Dataset records:

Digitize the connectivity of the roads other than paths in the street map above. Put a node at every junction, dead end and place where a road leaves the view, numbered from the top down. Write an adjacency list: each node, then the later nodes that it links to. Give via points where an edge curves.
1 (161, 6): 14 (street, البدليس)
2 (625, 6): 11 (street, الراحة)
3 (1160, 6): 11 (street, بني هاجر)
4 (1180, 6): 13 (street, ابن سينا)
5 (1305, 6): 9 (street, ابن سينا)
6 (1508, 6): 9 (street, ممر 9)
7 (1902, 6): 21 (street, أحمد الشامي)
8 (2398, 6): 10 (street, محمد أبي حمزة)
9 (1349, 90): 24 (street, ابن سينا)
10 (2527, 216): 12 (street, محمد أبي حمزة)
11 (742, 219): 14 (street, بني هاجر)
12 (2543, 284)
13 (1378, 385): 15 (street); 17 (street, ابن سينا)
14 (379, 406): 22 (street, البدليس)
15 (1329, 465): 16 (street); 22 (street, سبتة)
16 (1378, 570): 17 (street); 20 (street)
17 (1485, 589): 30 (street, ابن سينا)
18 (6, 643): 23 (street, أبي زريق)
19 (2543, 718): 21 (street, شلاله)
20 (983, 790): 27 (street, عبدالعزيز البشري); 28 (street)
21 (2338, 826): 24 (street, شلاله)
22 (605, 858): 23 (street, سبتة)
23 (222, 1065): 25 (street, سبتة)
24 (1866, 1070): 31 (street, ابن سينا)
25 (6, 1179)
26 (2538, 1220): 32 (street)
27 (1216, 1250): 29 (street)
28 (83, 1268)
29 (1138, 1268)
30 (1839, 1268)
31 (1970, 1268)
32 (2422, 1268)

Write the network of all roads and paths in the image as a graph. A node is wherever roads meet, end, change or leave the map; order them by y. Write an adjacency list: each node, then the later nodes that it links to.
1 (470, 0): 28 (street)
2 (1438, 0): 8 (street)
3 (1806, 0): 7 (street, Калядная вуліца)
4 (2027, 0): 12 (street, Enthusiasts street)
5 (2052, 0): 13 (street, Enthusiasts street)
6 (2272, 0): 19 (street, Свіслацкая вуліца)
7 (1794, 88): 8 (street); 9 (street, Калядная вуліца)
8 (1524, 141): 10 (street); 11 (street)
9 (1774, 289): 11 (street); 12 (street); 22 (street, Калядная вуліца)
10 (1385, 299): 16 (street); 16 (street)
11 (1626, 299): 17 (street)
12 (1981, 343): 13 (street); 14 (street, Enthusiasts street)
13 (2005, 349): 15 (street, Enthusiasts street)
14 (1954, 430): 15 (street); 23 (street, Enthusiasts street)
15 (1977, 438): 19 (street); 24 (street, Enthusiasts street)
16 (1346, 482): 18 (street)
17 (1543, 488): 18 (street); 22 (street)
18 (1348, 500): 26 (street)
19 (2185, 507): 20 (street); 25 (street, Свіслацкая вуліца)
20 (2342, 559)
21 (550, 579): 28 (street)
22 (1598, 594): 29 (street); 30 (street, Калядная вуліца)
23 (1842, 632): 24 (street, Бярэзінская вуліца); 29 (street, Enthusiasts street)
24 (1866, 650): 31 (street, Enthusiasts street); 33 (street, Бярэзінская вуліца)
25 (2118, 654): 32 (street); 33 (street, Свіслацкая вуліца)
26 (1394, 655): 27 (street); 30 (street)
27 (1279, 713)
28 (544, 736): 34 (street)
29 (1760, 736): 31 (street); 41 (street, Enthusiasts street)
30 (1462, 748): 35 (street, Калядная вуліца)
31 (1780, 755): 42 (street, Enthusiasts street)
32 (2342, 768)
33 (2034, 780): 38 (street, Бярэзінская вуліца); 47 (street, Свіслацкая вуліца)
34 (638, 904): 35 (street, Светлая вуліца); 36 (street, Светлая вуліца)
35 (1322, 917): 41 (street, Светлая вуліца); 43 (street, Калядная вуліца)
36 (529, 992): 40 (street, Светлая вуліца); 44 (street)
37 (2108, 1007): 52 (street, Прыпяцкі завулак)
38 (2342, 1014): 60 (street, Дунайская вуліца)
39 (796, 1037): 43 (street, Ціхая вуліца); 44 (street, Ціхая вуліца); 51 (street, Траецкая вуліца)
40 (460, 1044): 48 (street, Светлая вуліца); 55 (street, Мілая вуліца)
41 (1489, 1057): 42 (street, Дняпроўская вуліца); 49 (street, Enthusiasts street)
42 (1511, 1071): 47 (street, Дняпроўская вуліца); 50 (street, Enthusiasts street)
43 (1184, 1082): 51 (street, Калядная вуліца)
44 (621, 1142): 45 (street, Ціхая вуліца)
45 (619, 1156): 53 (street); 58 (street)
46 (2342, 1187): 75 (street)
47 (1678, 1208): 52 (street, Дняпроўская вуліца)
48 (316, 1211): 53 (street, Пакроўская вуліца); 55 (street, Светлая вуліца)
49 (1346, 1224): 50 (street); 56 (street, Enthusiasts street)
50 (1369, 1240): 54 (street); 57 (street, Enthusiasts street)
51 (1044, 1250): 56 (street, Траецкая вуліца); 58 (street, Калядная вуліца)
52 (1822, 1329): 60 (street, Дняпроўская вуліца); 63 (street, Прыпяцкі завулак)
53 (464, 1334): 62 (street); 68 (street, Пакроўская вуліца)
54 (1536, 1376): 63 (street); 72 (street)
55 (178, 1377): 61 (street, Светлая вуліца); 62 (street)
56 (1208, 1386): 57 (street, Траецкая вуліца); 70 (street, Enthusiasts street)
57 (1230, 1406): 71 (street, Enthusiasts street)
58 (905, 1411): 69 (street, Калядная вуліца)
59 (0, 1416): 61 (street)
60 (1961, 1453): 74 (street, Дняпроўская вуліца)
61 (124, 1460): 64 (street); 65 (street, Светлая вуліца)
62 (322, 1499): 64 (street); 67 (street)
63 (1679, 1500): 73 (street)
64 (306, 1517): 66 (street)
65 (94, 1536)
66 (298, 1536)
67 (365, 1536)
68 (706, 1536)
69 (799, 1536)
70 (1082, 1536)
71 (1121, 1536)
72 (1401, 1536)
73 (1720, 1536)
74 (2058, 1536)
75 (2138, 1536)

About this task:
Find all lines holding the word "Дняпроўская" in the records above and copy them.

Task response:
41 (1489, 1057): 42 (street, Дняпроўская вуліца); 49 (street, Enthusiasts street)
42 (1511, 1071): 47 (street, Дняпроўская вуліца); 50 (street, Enthusiasts street)
47 (1678, 1208): 52 (street, Дняпроўская вуліца)
52 (1822, 1329): 60 (street, Дняпроўская вуліца); 63 (street, Прыпяцкі завулак)
60 (1961, 1453): 74 (street, Дняпроўская вуліца)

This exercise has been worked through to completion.